_Goal of the exercise:_
Identify each line below containing the string "body" and copy it.

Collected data

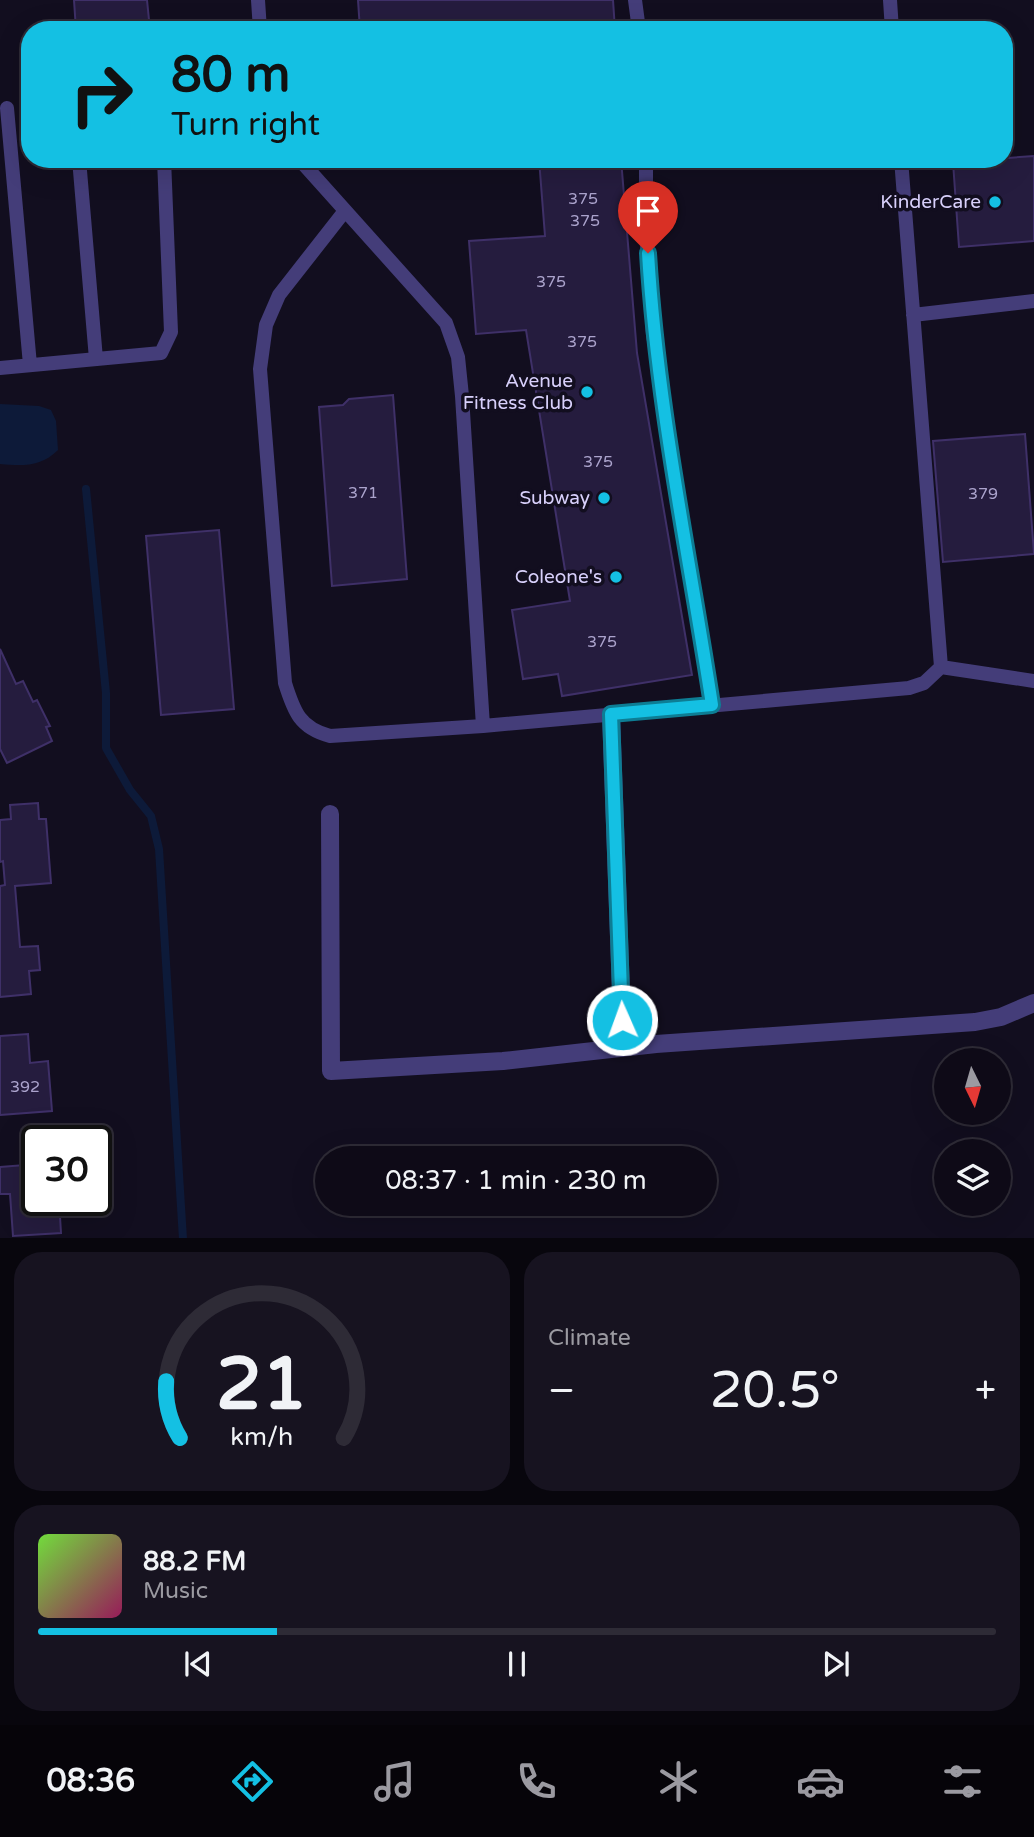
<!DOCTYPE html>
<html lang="en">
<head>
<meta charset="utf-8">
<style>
  :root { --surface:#0e0a17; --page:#171320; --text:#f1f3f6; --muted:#9b9aa1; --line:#2e2b36; --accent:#14c0e3 }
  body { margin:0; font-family:"Varela Round",sans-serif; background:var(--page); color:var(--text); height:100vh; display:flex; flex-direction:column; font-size:26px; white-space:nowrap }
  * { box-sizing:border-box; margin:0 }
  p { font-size:23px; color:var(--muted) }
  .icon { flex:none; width:38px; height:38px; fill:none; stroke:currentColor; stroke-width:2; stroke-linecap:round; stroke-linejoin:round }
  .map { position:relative; height:1238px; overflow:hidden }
  .sheet { display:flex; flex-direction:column; gap:14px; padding:14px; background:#08060d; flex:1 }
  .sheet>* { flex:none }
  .top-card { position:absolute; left:21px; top:21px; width:992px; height:147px; border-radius:28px; box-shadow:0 7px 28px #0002,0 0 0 2px var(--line); background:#14c0e3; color:#111; overflow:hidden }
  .needle { width:46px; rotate:175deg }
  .tools { position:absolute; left:934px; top:1048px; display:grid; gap:14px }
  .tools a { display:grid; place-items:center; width:77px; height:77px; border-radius:50%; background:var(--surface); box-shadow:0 7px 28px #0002,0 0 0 2px var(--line); font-size:35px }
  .speed { position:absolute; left:21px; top:1125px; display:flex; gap:14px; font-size:35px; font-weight:700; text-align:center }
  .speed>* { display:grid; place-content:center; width:91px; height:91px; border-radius:50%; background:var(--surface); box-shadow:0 7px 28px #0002,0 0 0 2px var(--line); line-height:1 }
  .speed .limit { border:4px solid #111; border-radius:10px; background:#fff; color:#111 }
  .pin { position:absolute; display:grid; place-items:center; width:60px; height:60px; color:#fff; margin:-72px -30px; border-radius:50% 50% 50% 0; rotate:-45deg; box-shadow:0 0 7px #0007 }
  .pin .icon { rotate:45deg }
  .me { position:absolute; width:77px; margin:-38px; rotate:358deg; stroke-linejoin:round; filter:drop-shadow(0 0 5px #0008) }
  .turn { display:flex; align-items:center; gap:24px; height:147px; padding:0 35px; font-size:32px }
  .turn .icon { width:91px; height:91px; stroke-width:2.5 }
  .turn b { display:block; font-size:49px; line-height:60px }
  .big { font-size:52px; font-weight:600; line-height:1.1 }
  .sheet .widget { flex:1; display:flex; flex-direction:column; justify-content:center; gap:10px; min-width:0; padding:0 24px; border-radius:28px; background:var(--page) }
  .sheet .dial { align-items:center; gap:0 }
  .dial svg { height:182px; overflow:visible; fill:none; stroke:var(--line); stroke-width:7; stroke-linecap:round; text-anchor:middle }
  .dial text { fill:var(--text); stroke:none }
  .song { display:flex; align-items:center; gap:21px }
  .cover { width:84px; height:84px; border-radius:10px; background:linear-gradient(135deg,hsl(100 70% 55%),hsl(330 70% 35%)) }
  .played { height:7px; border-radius:4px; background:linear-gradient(90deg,var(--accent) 25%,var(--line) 25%) }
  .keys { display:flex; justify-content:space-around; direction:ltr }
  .heat { display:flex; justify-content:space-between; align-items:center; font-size:38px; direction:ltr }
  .sheet .tiles { flex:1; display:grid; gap:14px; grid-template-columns:1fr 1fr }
  .widget:last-child { grid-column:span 2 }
  .trip { position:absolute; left:315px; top:1146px; width:402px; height:70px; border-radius:35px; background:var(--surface); box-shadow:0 7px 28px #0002,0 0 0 2px var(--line); font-weight:600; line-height:70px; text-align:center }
  .tabs { display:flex; height:112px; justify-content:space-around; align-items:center; background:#060409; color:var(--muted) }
  .tabs .icon { width:49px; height:49px }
  .tabs .active { color:var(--accent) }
  .tabs b { font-size:32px; color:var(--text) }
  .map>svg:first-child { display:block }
  .water { fill:#0d1a39 }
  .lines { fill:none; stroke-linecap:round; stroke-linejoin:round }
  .stream { stroke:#0d1a39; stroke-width:8 }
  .building { fill:#251c3e; stroke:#3f3068; stroke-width:2 }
  .service { stroke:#443d79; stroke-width:14 }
  .minor { stroke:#443d79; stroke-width:18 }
  .route-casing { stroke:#0d7d94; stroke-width:18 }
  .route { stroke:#14c0e3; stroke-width:12 }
  .poi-dot { fill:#14c0e3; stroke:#120e1f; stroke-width:2.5 }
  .labels { text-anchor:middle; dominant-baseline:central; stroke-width:7; stroke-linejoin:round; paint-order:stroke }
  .number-label { font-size:16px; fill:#aba3cc }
  .poi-label { font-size:19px; fill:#d8d0fb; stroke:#120e1f; text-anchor:end }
</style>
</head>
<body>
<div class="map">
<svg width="1034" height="1239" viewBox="0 0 1034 1239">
  <rect width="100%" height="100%" fill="#120e1f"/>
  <path class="water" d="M0,404L39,406L51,410L56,421L58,450C41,467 23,466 0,464Z"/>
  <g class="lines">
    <path class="stream" d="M86,489L106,693V748L130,790L151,816L159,849L183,1239"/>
  </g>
  <path class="building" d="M74,0H147L150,30H76Z
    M358,0H613L615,30H360Z
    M1034,156V241L959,247L953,162Z
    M539,159H621L637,353L692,675L562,696L558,674L523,679L512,610L570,601L526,330L476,334L469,241L545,236Z
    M393,395L407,579L332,586L319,407L343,405L349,399Z
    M1025,434L1034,554L943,562L933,441Z
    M219,530L234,709L161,715L146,536Z
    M0,649L16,684L23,681L33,702L37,700L50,726L46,727L52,741L7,763L0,749Z
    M38,803L39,819H46L51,883L15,886L20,947L38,946L40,970L29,971L31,994L0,997V886L5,885L3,861L0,862V820L11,819L10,805Z
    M28,1034L30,1063L48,1061L52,1111L0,1115V1036Z
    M37,1164V1200H59L61,1233L13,1236L10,1194H0V1167Z"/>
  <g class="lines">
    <path class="service" d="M258,0L260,30
      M635,0L639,30
      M890,0L892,30
      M7,108L30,365
      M79,159L96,359
      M299,159L446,323L458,357L462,396L483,726
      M646,159V232L653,335L712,705
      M344,212L279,295L266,325L260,369L285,683C294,712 300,728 330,736L483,726L909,688L924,683L941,667L901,159
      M913,315L1034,301
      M0,368L161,353L171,332L164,159
      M941,667L1034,681"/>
    <path class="minor" d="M611,714L623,1048
      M330,814L331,1071L503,1061L656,1044L975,1022L1001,1017L1034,1003"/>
  </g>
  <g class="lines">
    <defs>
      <path id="route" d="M622,1020L611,714L712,705C689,554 657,405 648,253"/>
    </defs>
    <use href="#route" class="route-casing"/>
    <use href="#route" class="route"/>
  </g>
  <g class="poi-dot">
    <circle cx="995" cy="202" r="7"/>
    <circle cx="587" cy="392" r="7"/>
    <circle cx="604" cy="498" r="7"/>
    <circle cx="616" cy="577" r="7"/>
  </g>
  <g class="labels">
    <g class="number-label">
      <text x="583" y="199">375</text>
      <text x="585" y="221">375</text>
      <text x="551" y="282">375</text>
      <text x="582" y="342">375</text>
      <text x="598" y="462">375</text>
      <text x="363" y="493">371</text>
      <text x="983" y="494">379</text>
      <text x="602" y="642">375</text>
      <text x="25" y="1087">392</text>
    </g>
    <g class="poi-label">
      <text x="981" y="202">KinderCare</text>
      <text x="573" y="381">Avenue<tspan x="573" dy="22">Fitness Club</tspan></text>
      <text x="590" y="498">Subway</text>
      <text x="602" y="577">Coleone's</text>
    </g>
  </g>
</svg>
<div class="tools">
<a><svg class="needle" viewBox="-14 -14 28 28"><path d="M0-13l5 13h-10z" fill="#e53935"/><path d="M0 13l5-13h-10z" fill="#9b9aa1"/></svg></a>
<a><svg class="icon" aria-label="layers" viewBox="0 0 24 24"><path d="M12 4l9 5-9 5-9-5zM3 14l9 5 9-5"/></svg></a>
</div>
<div class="speed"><div class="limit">30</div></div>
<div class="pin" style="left:648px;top:253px;background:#d93025"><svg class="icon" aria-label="arrive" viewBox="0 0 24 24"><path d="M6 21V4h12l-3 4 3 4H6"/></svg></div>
<svg class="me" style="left:622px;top:1020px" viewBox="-20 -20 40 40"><circle r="17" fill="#14c0e3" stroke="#fff" stroke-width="3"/><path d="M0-11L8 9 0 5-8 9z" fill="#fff"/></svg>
<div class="trip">08:37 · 1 min · 230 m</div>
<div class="top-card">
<div class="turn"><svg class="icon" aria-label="right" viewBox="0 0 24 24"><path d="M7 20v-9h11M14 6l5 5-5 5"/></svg><div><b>80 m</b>Turn right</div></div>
</div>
</div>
<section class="sheet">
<div class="tiles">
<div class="widget dial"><svg viewBox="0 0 100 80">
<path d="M14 69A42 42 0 1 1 86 69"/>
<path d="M14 69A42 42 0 0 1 8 44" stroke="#14c0e3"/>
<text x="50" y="56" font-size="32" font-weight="700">21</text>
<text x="50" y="72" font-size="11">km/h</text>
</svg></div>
<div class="widget"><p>Climate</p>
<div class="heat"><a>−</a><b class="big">20.5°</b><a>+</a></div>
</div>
<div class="widget">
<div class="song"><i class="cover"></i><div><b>88.2 FM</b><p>Music</p></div></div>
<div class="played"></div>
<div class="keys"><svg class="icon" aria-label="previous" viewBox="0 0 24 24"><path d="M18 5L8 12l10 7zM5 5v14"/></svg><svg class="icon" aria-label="pause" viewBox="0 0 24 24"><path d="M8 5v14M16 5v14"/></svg><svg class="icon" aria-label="next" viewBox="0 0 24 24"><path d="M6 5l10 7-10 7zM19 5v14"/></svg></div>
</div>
</div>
</section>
<nav class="tabs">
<b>08:36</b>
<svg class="icon active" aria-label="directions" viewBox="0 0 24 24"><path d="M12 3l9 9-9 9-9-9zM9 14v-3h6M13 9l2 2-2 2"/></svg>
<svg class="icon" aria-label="music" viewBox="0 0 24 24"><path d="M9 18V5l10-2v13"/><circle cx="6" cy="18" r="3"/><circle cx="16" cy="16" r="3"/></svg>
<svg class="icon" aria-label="phone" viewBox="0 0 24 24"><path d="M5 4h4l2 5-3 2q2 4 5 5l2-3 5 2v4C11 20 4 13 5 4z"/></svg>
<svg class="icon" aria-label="climate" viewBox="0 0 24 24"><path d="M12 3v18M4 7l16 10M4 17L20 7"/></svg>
<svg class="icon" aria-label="car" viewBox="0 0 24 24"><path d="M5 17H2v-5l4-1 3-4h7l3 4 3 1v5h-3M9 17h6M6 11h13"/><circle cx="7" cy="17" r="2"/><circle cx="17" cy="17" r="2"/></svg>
<svg class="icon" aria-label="filters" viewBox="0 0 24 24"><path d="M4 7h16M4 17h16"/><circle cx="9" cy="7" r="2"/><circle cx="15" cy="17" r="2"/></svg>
</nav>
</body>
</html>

_Reply:_
  body { margin:0; font-family:"Varela Round",sans-serif; background:var(--page); color:var(--text); height:100vh; display:flex; flex-direction:column; font-size:26px; white-space:nowrap }
<body>
</body>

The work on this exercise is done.